Pediatrics. 2011 Sep;128(3):e550-64. doi: 10.1542/peds.2010-2949. Epub 2011 Aug 15.
To determine which combinations of clinical features assist in distinguishing abusive head trauma (AHT) from nonabusive head trauma.
Individual patient data from 6 comparative studies of children younger than 3 years with intracranial injury were analyzed to determine the association between AHT and combinations of apnea; retinal hemorrhage; rib, skull, and long-bone fractures; seizures; and head and/or neck bruising. An aggregate analysis of data from these studies used multiple imputation of combined clinical features using a bespoke hotdeck imputation strategy, which accounted for uncertainty arising from missing information.

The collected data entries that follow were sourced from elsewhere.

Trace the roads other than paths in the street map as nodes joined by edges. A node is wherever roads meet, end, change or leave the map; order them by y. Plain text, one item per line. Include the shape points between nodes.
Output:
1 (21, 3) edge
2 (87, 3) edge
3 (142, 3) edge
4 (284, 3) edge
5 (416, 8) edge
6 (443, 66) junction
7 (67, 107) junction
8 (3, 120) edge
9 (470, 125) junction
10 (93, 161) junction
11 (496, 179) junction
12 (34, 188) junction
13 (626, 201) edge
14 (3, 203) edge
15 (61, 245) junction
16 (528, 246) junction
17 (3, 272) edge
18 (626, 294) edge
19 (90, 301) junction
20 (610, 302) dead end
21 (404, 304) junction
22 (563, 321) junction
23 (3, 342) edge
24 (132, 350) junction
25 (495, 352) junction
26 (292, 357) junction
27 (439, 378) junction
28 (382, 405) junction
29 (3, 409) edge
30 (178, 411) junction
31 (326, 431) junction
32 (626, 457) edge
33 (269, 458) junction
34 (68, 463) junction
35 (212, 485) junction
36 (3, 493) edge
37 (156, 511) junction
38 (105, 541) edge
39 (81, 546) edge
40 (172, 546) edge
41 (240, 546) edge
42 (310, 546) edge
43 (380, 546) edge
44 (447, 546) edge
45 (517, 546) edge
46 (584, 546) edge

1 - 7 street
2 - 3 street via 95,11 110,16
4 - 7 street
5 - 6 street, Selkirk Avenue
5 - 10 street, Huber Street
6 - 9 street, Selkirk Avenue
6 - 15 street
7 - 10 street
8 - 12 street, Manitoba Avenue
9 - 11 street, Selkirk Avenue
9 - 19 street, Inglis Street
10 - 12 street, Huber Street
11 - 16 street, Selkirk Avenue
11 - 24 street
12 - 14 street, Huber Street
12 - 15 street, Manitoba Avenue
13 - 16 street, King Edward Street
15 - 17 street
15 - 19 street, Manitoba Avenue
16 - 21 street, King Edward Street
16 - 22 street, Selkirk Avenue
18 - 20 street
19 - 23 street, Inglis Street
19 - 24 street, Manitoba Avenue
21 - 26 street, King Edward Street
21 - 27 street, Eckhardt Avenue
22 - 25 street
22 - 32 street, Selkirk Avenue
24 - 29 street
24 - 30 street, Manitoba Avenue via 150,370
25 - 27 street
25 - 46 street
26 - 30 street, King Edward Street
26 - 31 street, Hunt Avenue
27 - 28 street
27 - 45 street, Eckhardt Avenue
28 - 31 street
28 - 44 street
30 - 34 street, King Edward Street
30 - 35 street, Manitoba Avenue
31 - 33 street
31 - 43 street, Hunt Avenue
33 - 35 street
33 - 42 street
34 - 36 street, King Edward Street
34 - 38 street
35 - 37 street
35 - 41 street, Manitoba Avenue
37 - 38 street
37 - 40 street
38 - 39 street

Analyzing 1053 children (348 had AHT), excluding nonsignificant variables (gender, age, skull fractures), for a child with an intracranial injury and 1 or 2 of the 6 features, the positive predictive value (PPV) of AHT varies from 4% to 97% according to the different combinations. Although rarely recorded, apnea is significantly associated with AHT (odds ratio [OR]: 6.89 [confidence interval: 2.08-22.86]). When rib fracture or retinal hemorrhage was present with any 1 of the other features, the OR for AHT is >100 (PPV > 85%). Any combination of 3 or more of the 6 significant features yielded an OR of >100 (PPV for AHT > 85%).
Probabilities of AHT can be estimated on the basis of different combinations of clinical features. The model could be further developed in a prospective large-scale study, with an expanded clinical data set, to contribute to a more refined tool to inform clinical decisions about the likelihood of AHT.

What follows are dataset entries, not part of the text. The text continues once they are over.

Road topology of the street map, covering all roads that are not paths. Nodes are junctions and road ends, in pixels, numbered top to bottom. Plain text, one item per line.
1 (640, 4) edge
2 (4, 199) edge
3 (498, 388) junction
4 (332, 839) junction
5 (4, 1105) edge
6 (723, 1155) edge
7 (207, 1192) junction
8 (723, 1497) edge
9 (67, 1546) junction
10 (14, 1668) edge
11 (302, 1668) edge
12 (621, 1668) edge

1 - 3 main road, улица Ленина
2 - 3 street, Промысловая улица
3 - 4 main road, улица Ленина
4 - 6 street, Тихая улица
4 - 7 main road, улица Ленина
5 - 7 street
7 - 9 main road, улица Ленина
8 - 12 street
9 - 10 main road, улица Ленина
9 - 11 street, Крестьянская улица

确定哪些临床特征组合有助于区分虐待性头部外伤(AHT)与非虐待性头部外伤。
对 6 项比较研究中年龄小于 3 岁的颅内损伤患儿的个体患者数据进行分析,以确定 AHT 与呼吸暂停;视网膜出血;肋骨、颅骨和长骨骨折;癫痫发作;头颈部瘀伤等特征的组合之间的关联。对这些研究的数据进行综合分析,采用专门的热补法对合并的临床特征进行多重插补,以考虑因信息缺失引起的不确定性。

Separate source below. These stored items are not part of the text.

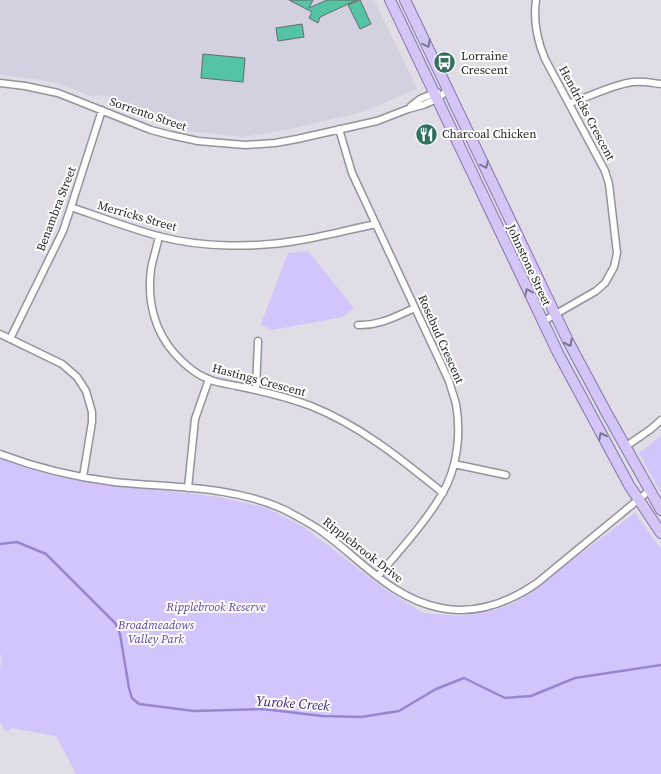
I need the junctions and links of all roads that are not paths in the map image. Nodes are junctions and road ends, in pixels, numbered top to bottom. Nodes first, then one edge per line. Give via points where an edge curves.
1 (390, 0) edge
2 (405, 0) edge
3 (536, 0) edge
4 (0, 83) edge
5 (661, 84) edge
6 (449, 89) junction
7 (435, 95) junction
8 (570, 104) junction
9 (102, 110) junction
10 (339, 129) junction
11 (71, 207) junction
12 (376, 224) junction
13 (159, 236) junction
14 (414, 308) junction
15 (555, 315) junction
16 (542, 322) junction
17 (358, 325) dead end
18 (0, 334) edge
19 (10, 339) junction
20 (258, 341) dead end
21 (209, 379) junction
22 (256, 390) junction
23 (661, 420) edge
24 (625, 446) junction
25 (0, 454) edge
26 (454, 464) junction
27 (506, 475) dead end
28 (83, 477) junction
29 (188, 488) junction
30 (650, 490) junction
31 (443, 493) junction
32 (638, 499) junction
33 (661, 510) edge
34 (661, 533) edge
35 (378, 576) junction

1 - 7 main road, Johnstone Street
2 -> 6 main road, Johnstone Street
3 - 8 street, Hendricks Crescent via 536,33 540,46
4 - 9 street, Sorrento Street via 42,89
5 - 8 street via 627,83
6 - 7 street, Sorrento Street
6 -> 15 main road, Johnstone Street
7 - 10 street, Sorrento Street via 423,105 377,121
16 -> 7 main road, Johnstone Street
8 - 15 street, Hendricks Crescent via 606,170 616,253 614,267 605,283
9 - 10 street, Sorrento Street via 151,130 218,144 275,143
9 - 11 street, Benambra Street
10 - 12 street, Rosebud Crescent via 352,173
11 - 13 street, Merricks Street
11 - 19 street, Benambra Street
12 - 13 street, Merricks Street via 302,240 254,245 199,243
12 - 14 street, Rosebud Crescent
13 - 21 street, Hastings Crescent via 150,282 156,324 182,362
14 - 17 street via 379,324
14 - 26 street, Rosebud Crescent via 456,402 458,444
15 - 16 street, Hendricks Crescent
15 -> 24 main road, Johnstone Street
32 -> 16 main road, Johnstone Street
18 - 19 street
19 - 28 street via 62,364 77,377 86,391 92,422
20 - 22 street
21 - 22 street, Hastings Crescent
21 - 29 street via 195,418
22 - 31 street, Hastings Crescent via 310,406 354,427
23 - 24 street
24 - 30 main road, Johnstone Street
25 - 28 street, Ripplebrook Drive via 44,469
26 - 27 street
26 - 31 street, Rosebud Crescent
28 - 29 street, Ripplebrook Drive
29 - 35 street, Ripplebrook Drive via 241,495 284,510 324,533
30 - 32 street, Ripplebrook Drive
30 - 33 main road, Johnstone Street
31 - 35 street, Rosebud Crescent
32 - 34 main road, Johnstone Street
32 - 35 street, Ripplebrook Drive via 537,583 496,605 456,610 428,605 404,596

对 1053 名患儿(348 名患有 AHT)进行分析,排除无显著意义的变量(性别、年龄、颅骨骨折),对于颅内损伤合并 1 或 2 个特征的患儿,AHT 的阳性预测值(PPV)根据不同的组合,从 4%到 97%不等。尽管很少记录,但呼吸暂停与 AHT 显著相关(比值比 [OR]:6.89 [置信区间:2.08-22.86])。当肋骨骨折或视网膜出血与其他特征中的任何 1 个同时存在时,AHT 的 OR 大于 100(PPV > 85%)。任何 3 个或更多 6 个重要特征的组合的 OR 大于 100(AHT 的 PPV > 85%)。
可以根据不同的临床特征组合来估计 AHT 的可能性。该模型可以在一项前瞻性的大型研究中进一步开发,通过扩展临床数据集,为更精细的工具做出贡献,以帮助临床决策确定 AHT 的可能性。